[Directions] Output all of the entries beneath, exactly as written.

▼

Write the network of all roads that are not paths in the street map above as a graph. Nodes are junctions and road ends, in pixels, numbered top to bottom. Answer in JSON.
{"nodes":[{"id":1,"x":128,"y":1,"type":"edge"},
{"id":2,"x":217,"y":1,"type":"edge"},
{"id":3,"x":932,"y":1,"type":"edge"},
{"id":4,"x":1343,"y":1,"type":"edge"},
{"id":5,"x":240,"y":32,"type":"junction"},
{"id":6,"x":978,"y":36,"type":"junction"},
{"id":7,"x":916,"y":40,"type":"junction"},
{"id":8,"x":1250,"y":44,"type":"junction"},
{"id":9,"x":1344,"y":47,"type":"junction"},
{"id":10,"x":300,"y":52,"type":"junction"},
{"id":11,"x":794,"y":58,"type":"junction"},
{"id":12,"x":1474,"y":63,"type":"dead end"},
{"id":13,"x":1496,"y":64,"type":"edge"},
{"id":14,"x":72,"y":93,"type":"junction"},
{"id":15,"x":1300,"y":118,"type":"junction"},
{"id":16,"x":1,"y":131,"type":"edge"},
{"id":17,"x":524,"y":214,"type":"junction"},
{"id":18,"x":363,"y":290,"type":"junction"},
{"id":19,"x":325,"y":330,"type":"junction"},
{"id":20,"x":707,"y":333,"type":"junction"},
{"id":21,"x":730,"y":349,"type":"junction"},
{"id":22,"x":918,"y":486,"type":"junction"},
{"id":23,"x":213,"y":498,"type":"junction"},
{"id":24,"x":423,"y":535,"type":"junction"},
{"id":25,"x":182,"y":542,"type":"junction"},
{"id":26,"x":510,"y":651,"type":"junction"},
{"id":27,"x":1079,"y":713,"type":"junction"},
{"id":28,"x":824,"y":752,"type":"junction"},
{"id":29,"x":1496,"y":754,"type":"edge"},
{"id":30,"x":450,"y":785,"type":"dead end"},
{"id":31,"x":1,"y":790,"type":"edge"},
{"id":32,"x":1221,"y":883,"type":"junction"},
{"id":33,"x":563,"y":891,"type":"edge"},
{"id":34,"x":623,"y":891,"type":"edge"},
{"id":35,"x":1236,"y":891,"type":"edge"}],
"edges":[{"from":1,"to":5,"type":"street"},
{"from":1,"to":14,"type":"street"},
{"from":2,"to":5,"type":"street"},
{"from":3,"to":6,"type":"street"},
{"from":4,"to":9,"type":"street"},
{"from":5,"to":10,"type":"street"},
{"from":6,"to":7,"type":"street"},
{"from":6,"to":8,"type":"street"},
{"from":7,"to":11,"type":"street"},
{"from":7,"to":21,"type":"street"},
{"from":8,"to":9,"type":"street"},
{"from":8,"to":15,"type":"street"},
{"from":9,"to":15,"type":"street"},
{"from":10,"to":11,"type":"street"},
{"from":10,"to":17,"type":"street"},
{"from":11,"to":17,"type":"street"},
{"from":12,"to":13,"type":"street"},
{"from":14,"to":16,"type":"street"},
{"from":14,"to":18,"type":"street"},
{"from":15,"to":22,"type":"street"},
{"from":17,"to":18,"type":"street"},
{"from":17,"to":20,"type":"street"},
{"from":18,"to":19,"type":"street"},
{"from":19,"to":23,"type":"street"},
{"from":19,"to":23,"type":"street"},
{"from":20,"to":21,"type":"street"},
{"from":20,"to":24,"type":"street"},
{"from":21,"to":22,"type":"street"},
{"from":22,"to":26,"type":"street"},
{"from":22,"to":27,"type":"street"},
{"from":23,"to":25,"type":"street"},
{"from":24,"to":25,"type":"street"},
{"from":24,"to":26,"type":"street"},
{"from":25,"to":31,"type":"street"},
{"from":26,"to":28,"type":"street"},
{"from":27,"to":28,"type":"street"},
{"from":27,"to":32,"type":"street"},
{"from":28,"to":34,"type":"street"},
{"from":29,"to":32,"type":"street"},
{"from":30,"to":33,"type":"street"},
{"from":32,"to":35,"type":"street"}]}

▲

[Written answer]
Write the network of all roads that are not paths in the street map above as a graph. Nodes are junctions and road ends, in pixels, numbered top to bottom. Answer in JSON.
{"nodes":[{"id":1,"x":128,"y":1,"type":"edge"},
{"id":2,"x":217,"y":1,"type":"edge"},
{"id":3,"x":932,"y":1,"type":"edge"},
{"id":4,"x":1343,"y":1,"type":"edge"},
{"id":5,"x":240,"y":32,"type":"junction"},
{"id":6,"x":978,"y":36,"type":"junction"},
{"id":7,"x":916,"y":40,"type":"junction"},
{"id":8,"x":1250,"y":44,"type":"junction"},
{"id":9,"x":1344,"y":47,"type":"junction"},
{"id":10,"x":300,"y":52,"type":"junction"},
{"id":11,"x":794,"y":58,"type":"junction"},
{"id":12,"x":1474,"y":63,"type":"dead end"},
{"id":13,"x":1496,"y":64,"type":"edge"},
{"id":14,"x":72,"y":93,"type":"junction"},
{"id":15,"x":1300,"y":118,"type":"junction"},
{"id":16,"x":1,"y":131,"type":"edge"},
{"id":17,"x":524,"y":214,"type":"junction"},
{"id":18,"x":363,"y":290,"type":"junction"},
{"id":19,"x":325,"y":330,"type":"junction"},
{"id":20,"x":707,"y":333,"type":"junction"},
{"id":21,"x":730,"y":349,"type":"junction"},
{"id":22,"x":918,"y":486,"type":"junction"},
{"id":23,"x":213,"y":498,"type":"junction"},
{"id":24,"x":423,"y":535,"type":"junction"},
{"id":25,"x":182,"y":542,"type":"junction"},
{"id":26,"x":510,"y":651,"type":"junction"},
{"id":27,"x":1079,"y":713,"type":"junction"},
{"id":28,"x":824,"y":752,"type":"junction"},
{"id":29,"x":1496,"y":754,"type":"edge"},
{"id":30,"x":450,"y":785,"type":"dead end"},
{"id":31,"x":1,"y":790,"type":"edge"},
{"id":32,"x":1221,"y":883,"type":"junction"},
{"id":33,"x":563,"y":891,"type":"edge"},
{"id":34,"x":623,"y":891,"type":"edge"},
{"id":35,"x":1236,"y":891,"type":"edge"}],
"edges":[{"from":1,"to":5,"type":"street"},
{"from":1,"to":14,"type":"street"},
{"from":2,"to":5,"type":"street"},
{"from":3,"to":6,"type":"street"},
{"from":4,"to":9,"type":"street"},
{"from":5,"to":10,"type":"street"},
{"from":6,"to":7,"type":"street"},
{"from":6,"to":8,"type":"street"},
{"from":7,"to":11,"type":"street"},
{"from":7,"to":21,"type":"street"},
{"from":8,"to":9,"type":"street"},
{"from":8,"to":15,"type":"street"},
{"from":9,"to":15,"type":"street"},
{"from":10,"to":11,"type":"street"},
{"from":10,"to":17,"type":"street"},
{"from":11,"to":17,"type":"street"},
{"from":12,"to":13,"type":"street"},
{"from":14,"to":16,"type":"street"},
{"from":14,"to":18,"type":"street"},
{"from":15,"to":22,"type":"street"},
{"from":17,"to":18,"type":"street"},
{"from":17,"to":20,"type":"street"},
{"from":18,"to":19,"type":"street"},
{"from":19,"to":23,"type":"street"},
{"from":19,"to":23,"type":"street"},
{"from":20,"to":21,"type":"street"},
{"from":20,"to":24,"type":"street"},
{"from":21,"to":22,"type":"street"},
{"from":22,"to":26,"type":"street"},
{"from":22,"to":27,"type":"street"},
{"from":23,"to":25,"type":"street"},
{"from":24,"to":25,"type":"street"},
{"from":24,"to":26,"type":"street"},
{"from":25,"to":31,"type":"street"},
{"from":26,"to":28,"type":"street"},
{"from":27,"to":28,"type":"street"},
{"from":27,"to":32,"type":"street"},
{"from":28,"to":34,"type":"street"},
{"from":29,"to":32,"type":"street"},
{"from":30,"to":33,"type":"street"},
{"from":32,"to":35,"type":"street"}]}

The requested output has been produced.